Other work will continue through next spring and will be performed primarily on weekends, according to the proposal.
Representatives from Amtrak and the LIRR didn’t immediately respond to requests for comment Tuesday.
Wick Moorman told a New Jersey legislative committee the goal is to have the work at the nation’s busiest rail station done by Labor Day. “But it also seems logical to ask why Amtrak wants to start shutting down tracks on July 7, rather than taking advantage of the four-day Fourth of July weekend to start the work”.
“But there will be a couple of longer outages to go on through the weekdays while that work is being done”.
Amtrak had previously believed that work on the nights and weekends would help them rectify the track situation, but a series of derailments and delays over the span of just one month has made them change course.
New York, with its crowded station and decaying, century-old rail tunnels underneath the Hudson River, is a chokepoint on Amtrak’s Northeast Corridor, which runs from Washington to Boston and is the operator’s only profitable section.
Amtrak, the nation’s intercity passenger railroad, has said more than 400,000 people pass through the station each weekday. But the recent problems prompted Amtrak to speed up that timetable.
“What we are told, the disruptions will be comparable to what we saw a few weeks ago”, said State Sen.
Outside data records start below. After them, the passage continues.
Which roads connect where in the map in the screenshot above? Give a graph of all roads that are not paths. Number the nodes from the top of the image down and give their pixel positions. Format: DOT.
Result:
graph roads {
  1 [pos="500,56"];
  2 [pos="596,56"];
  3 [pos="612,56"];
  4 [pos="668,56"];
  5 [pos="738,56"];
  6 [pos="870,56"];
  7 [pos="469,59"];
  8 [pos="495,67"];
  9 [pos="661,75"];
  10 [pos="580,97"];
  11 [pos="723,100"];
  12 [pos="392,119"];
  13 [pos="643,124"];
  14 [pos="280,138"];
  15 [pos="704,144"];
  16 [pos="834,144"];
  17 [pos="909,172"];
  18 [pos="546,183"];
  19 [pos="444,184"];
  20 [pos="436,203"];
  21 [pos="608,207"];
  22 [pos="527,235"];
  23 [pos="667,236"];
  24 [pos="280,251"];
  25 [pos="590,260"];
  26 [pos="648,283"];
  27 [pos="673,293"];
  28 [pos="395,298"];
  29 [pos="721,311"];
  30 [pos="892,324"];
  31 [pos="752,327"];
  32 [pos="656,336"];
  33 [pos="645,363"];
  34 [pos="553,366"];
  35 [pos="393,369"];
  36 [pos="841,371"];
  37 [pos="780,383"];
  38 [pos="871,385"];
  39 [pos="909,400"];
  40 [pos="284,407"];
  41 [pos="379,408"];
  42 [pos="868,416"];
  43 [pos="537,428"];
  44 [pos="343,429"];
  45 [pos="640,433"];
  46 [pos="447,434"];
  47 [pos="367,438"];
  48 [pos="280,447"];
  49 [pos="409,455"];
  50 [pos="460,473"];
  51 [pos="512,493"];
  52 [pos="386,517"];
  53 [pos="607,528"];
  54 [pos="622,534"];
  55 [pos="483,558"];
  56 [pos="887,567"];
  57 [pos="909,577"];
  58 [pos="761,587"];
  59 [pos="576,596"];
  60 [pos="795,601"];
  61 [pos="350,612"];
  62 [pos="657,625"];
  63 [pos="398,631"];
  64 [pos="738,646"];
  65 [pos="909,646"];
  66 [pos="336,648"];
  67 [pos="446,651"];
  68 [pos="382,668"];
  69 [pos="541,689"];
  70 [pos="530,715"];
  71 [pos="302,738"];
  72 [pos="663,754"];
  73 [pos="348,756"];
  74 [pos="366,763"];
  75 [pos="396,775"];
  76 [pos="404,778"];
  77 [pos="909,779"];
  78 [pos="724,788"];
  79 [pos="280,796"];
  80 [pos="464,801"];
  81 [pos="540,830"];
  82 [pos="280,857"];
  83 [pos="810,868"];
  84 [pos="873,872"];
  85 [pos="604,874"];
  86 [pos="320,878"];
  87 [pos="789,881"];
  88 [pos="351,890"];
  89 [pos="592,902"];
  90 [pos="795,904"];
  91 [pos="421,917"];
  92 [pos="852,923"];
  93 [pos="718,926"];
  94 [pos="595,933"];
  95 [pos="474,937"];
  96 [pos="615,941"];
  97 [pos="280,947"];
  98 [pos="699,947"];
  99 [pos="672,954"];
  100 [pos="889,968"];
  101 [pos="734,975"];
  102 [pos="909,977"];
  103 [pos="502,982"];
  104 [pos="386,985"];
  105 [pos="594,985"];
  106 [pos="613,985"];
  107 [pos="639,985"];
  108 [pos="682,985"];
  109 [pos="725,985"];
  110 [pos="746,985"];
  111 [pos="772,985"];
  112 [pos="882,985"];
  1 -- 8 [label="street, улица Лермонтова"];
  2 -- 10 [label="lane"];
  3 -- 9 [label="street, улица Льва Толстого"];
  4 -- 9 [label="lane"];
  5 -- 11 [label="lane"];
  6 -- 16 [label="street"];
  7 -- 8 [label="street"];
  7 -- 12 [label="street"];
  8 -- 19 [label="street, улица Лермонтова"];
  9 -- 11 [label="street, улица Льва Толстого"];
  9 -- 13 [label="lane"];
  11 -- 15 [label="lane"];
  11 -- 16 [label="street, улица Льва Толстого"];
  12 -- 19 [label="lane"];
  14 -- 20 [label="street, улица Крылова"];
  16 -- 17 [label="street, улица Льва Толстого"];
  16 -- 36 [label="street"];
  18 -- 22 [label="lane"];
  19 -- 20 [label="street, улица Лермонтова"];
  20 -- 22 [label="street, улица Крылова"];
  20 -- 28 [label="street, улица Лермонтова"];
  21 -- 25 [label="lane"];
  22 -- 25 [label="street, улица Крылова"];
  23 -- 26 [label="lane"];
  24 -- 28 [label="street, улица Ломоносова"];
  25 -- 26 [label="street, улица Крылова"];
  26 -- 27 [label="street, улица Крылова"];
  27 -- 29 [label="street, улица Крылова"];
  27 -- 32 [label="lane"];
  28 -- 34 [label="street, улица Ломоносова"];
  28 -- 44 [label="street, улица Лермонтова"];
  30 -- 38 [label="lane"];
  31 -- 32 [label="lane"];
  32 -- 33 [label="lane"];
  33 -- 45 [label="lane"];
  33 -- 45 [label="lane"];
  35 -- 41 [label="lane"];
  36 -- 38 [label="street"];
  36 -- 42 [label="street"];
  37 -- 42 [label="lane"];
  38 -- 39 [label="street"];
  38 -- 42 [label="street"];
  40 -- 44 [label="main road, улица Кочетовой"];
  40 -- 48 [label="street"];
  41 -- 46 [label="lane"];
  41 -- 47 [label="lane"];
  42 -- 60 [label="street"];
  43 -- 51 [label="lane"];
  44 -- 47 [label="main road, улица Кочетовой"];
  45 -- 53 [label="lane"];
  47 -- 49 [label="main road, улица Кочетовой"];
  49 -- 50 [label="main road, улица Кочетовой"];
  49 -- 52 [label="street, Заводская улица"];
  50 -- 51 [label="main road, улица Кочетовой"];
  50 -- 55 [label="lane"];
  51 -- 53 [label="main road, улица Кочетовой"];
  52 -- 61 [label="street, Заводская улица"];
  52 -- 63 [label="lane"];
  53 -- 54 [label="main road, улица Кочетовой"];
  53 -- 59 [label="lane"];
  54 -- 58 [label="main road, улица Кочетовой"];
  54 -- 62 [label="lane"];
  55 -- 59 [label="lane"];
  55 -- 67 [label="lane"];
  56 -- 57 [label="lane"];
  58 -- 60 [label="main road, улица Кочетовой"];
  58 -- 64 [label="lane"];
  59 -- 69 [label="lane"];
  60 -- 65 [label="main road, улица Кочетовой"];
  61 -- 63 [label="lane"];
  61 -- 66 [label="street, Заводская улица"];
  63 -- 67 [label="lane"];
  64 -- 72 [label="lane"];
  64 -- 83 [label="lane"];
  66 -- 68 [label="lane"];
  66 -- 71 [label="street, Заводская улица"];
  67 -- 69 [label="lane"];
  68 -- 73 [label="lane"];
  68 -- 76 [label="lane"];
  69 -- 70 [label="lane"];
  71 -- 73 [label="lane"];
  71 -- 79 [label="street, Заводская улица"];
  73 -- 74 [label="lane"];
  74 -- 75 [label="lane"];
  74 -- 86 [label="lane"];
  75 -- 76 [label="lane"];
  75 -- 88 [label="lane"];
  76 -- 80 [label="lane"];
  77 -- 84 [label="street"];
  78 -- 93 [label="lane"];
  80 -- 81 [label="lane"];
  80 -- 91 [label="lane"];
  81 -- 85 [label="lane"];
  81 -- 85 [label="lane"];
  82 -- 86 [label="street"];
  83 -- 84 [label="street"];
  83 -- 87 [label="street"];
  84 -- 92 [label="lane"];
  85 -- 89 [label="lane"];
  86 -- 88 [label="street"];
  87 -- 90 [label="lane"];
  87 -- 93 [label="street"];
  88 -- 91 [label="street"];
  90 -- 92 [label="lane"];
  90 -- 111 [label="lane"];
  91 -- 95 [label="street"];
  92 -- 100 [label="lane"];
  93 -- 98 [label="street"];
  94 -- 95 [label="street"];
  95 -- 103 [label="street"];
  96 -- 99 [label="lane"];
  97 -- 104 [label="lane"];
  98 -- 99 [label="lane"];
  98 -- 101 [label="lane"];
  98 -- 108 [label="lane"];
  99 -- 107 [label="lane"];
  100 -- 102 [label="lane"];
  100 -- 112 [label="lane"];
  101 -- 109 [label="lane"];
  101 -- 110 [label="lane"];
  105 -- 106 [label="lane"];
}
NJ Transit Executive Director Steve Santoro in a letter to riders Tuesday said the agency has received Amtrak’s preliminary plan, but “needs to fully scrutinize the information and negotiate with Amtrak in terms of our needs on behalf of our customers”.
Potential mitigation plans could include diverting Midtown Direct trains to Hoboken, or adding buses and ferries.
In their letter, Gordon and Weinberg urged Amtrak to include in their talks the Port Authority of NY and New Jersey, which operates commuter trains beneath the Hudson River and into the world’s busiest bus terminal, in Manhattan.
“The outcome of this, depending on the severity of the outages – this is a regional impact”, he acknowledged.
New Jersey’s next governor stands to inherit a still-stalled plan to build a new rail tunnel under the Hudson River, a transit system racked by recent maintenance and safety issues, and a driving public unhappy about gas tax increases.